In this tutorial we will discuss the best ways to record and store data, and then learn how to format your datasets in R and to apply series of functions in an efficient way using pipes
Haven’t used R or RStudio before? No worries! Check out our Intro to R and RStudio tutorial, and then come back here to master piping and tidy data management!
1. Understand the format required for analyses in R, and how to achieve it
The way you record information in the field or in the lab is probably very different to the way you want your data entered into R. In the field, you want tables that you can ideally draw up ahead and fill in as you go, and you will be adding notes and all sorts of information in addition to the data you want to analyse. For instance, if you monitor the height of seedlings during a factorial experiment using warming and fertilisation treatments, you might record your data like this:
Let’s say you want to run a test to determine whether warming and/or fertilisation affected seedling growth. You may know how your experiment is set up, but R doesn’t! At the moment, with 8 measures per row (combination of all treatments and species for one replicate, or block), you cannot run an analysis. On the contrary,
tidy datasets are arranged so that each row represents an observation and each column represents a variable. In our case, this would look something like this:
This makes a much longer dataframe row-wise, which is why this form is often called long format. Now if you wanted to compare between groups, treatments, species, etc, R would be able to split the dataframe correctly, as each grouping factor has its own column.

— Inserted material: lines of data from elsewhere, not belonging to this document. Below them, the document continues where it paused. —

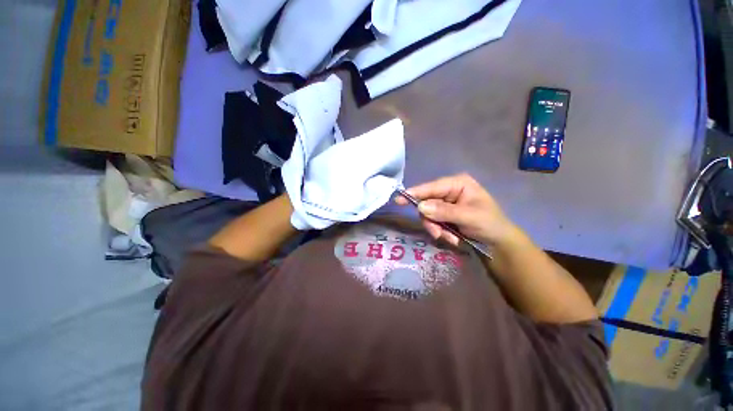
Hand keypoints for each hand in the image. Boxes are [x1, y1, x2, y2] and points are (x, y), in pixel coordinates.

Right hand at [395, 173, 523, 247]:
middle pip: (427, 202)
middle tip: (437, 233)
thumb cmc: (489, 224)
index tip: (399, 200)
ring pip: (427, 215)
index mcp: (457, 184)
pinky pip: (432, 222)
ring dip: (436, 228)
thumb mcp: (469, 216)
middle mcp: (448, 192)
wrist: (497, 244)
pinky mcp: (443, 215)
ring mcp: (444, 204)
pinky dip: (440, 232)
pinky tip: (452, 238)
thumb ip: (444, 211)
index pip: (432, 187)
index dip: (415, 193)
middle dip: (431, 220)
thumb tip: (420, 207)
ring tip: (450, 238)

gather() function from the
tidyr package lets you convert a wide-format table to a tidy dataframe.
install.packages("tidyr") # install the package
library(tidyr) # load the package
elongation <- read.csv("EmpetrumElongation.csv", sep = ";") # load the data (annual stem growth of crowberry on sand dunes)
head(elongation) # preview the data; notice how the annual measurements are in different columns even though they represent a same variable (growth)?
elongation_long <- gather(elongation, Year, Length, c(X2007, X2008, X2009, X2010, X2011, X2012)) #gather() works like this: (data, key, value, columns to gather). Here we want the lengths (value) to be gathered by year (key). Note that you are completely making up the names of the second and third arguments, unlike most functions in R.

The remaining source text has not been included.